## [Material to process]
#####

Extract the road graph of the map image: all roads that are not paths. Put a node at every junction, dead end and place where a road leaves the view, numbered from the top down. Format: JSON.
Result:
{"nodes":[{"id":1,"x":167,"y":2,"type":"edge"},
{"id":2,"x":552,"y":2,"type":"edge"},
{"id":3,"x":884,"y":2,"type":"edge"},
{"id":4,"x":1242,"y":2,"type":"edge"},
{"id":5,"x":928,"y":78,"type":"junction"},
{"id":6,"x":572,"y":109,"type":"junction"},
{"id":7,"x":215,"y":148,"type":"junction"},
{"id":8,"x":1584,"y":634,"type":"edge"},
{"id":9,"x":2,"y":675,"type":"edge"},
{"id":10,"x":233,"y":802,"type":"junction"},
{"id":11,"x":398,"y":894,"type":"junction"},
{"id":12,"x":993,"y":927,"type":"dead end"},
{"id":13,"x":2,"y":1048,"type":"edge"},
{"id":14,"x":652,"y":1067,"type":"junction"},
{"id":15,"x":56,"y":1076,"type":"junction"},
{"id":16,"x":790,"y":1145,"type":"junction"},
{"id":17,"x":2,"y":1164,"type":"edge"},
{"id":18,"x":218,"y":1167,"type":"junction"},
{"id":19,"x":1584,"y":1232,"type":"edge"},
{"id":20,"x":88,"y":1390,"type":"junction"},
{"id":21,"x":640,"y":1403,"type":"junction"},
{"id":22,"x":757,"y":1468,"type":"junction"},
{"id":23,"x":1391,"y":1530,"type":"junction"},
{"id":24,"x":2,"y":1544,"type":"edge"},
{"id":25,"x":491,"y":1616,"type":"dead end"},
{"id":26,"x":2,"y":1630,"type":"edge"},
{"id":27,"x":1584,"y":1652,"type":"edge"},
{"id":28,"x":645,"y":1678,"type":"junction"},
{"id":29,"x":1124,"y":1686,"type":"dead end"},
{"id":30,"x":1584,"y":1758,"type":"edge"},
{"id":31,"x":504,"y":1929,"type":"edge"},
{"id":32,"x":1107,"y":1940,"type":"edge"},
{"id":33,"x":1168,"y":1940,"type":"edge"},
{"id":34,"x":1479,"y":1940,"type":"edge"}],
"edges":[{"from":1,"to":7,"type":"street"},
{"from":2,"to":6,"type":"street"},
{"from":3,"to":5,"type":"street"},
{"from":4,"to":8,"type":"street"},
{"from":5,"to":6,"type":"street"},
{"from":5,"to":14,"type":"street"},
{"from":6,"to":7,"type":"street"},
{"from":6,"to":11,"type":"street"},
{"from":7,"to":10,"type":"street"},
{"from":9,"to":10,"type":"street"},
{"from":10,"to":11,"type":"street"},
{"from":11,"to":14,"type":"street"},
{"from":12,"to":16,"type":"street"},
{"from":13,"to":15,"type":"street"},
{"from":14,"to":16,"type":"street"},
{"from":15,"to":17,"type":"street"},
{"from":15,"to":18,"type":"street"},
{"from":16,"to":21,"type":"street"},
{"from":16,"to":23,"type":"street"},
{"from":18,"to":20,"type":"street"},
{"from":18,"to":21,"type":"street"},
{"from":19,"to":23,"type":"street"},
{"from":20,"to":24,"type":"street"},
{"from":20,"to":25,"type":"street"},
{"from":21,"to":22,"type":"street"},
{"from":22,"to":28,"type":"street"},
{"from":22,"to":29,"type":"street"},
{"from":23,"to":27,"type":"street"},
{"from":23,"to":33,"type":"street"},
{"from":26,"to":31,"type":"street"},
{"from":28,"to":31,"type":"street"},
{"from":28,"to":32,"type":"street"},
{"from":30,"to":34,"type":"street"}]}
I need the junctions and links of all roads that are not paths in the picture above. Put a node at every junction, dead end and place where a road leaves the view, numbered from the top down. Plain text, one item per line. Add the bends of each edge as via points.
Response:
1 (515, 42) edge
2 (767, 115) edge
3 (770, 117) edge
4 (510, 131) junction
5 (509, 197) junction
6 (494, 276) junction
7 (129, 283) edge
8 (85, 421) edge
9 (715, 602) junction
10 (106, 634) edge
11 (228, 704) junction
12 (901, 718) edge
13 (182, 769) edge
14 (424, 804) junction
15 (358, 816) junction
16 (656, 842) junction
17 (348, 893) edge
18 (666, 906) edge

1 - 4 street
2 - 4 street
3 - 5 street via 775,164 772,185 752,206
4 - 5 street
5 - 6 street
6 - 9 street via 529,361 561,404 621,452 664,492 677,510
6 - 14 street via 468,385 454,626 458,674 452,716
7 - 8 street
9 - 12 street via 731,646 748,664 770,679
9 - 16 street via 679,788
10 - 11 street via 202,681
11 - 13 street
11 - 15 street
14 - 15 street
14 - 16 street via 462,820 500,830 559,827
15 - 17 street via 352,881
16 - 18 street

#####

## [Your task]
The listing above is to be reproduced without a single change.

## [Result of the exercise]
Extract the road graph of the map image: all roads that are not paths. Put a node at every junction, dead end and place where a road leaves the view, numbered from the top down. Format: JSON.
Result:
{"nodes":[{"id":1,"x":167,"y":2,"type":"edge"},
{"id":2,"x":552,"y":2,"type":"edge"},
{"id":3,"x":884,"y":2,"type":"edge"},
{"id":4,"x":1242,"y":2,"type":"edge"},
{"id":5,"x":928,"y":78,"type":"junction"},
{"id":6,"x":572,"y":109,"type":"junction"},
{"id":7,"x":215,"y":148,"type":"junction"},
{"id":8,"x":1584,"y":634,"type":"edge"},
{"id":9,"x":2,"y":675,"type":"edge"},
{"id":10,"x":233,"y":802,"type":"junction"},
{"id":11,"x":398,"y":894,"type":"junction"},
{"id":12,"x":993,"y":927,"type":"dead end"},
{"id":13,"x":2,"y":1048,"type":"edge"},
{"id":14,"x":652,"y":1067,"type":"junction"},
{"id":15,"x":56,"y":1076,"type":"junction"},
{"id":16,"x":790,"y":1145,"type":"junction"},
{"id":17,"x":2,"y":1164,"type":"edge"},
{"id":18,"x":218,"y":1167,"type":"junction"},
{"id":19,"x":1584,"y":1232,"type":"edge"},
{"id":20,"x":88,"y":1390,"type":"junction"},
{"id":21,"x":640,"y":1403,"type":"junction"},
{"id":22,"x":757,"y":1468,"type":"junction"},
{"id":23,"x":1391,"y":1530,"type":"junction"},
{"id":24,"x":2,"y":1544,"type":"edge"},
{"id":25,"x":491,"y":1616,"type":"dead end"},
{"id":26,"x":2,"y":1630,"type":"edge"},
{"id":27,"x":1584,"y":1652,"type":"edge"},
{"id":28,"x":645,"y":1678,"type":"junction"},
{"id":29,"x":1124,"y":1686,"type":"dead end"},
{"id":30,"x":1584,"y":1758,"type":"edge"},
{"id":31,"x":504,"y":1929,"type":"edge"},
{"id":32,"x":1107,"y":1940,"type":"edge"},
{"id":33,"x":1168,"y":1940,"type":"edge"},
{"id":34,"x":1479,"y":1940,"type":"edge"}],
"edges":[{"from":1,"to":7,"type":"street"},
{"from":2,"to":6,"type":"street"},
{"from":3,"to":5,"type":"street"},
{"from":4,"to":8,"type":"street"},
{"from":5,"to":6,"type":"street"},
{"from":5,"to":14,"type":"street"},
{"from":6,"to":7,"type":"street"},
{"from":6,"to":11,"type":"street"},
{"from":7,"to":10,"type":"street"},
{"from":9,"to":10,"type":"street"},
{"from":10,"to":11,"type":"street"},
{"from":11,"to":14,"type":"street"},
{"from":12,"to":16,"type":"street"},
{"from":13,"to":15,"type":"street"},
{"from":14,"to":16,"type":"street"},
{"from":15,"to":17,"type":"street"},
{"from":15,"to":18,"type":"street"},
{"from":16,"to":21,"type":"street"},
{"from":16,"to":23,"type":"street"},
{"from":18,"to":20,"type":"street"},
{"from":18,"to":21,"type":"street"},
{"from":19,"to":23,"type":"street"},
{"from":20,"to":24,"type":"street"},
{"from":20,"to":25,"type":"street"},
{"from":21,"to":22,"type":"street"},
{"from":22,"to":28,"type":"street"},
{"from":22,"to":29,"type":"street"},
{"from":23,"to":27,"type":"street"},
{"from":23,"to":33,"type":"street"},
{"from":26,"to":31,"type":"street"},
{"from":28,"to":31,"type":"street"},
{"from":28,"to":32,"type":"street"},
{"from":30,"to":34,"type":"street"}]}
I need the junctions and links of all roads that are not paths in the picture above. Put a node at every junction, dead end and place where a road leaves the view, numbered from the top down. Plain text, one item per line. Add the bends of each edge as via points.
Response:
1 (515, 42) edge
2 (767, 115) edge
3 (770, 117) edge
4 (510, 131) junction
5 (509, 197) junction
6 (494, 276) junction
7 (129, 283) edge
8 (85, 421) edge
9 (715, 602) junction
10 (106, 634) edge
11 (228, 704) junction
12 (901, 718) edge
13 (182, 769) edge
14 (424, 804) junction
15 (358, 816) junction
16 (656, 842) junction
17 (348, 893) edge
18 (666, 906) edge

1 - 4 street
2 - 4 street
3 - 5 street via 775,164 772,185 752,206
4 - 5 street
5 - 6 street
6 - 9 street via 529,361 561,404 621,452 664,492 677,510
6 - 14 street via 468,385 454,626 458,674 452,716
7 - 8 street
9 - 12 street via 731,646 748,664 770,679
9 - 16 street via 679,788
10 - 11 street via 202,681
11 - 13 street
11 - 15 street
14 - 15 street
14 - 16 street via 462,820 500,830 559,827
15 - 17 street via 352,881
16 - 18 street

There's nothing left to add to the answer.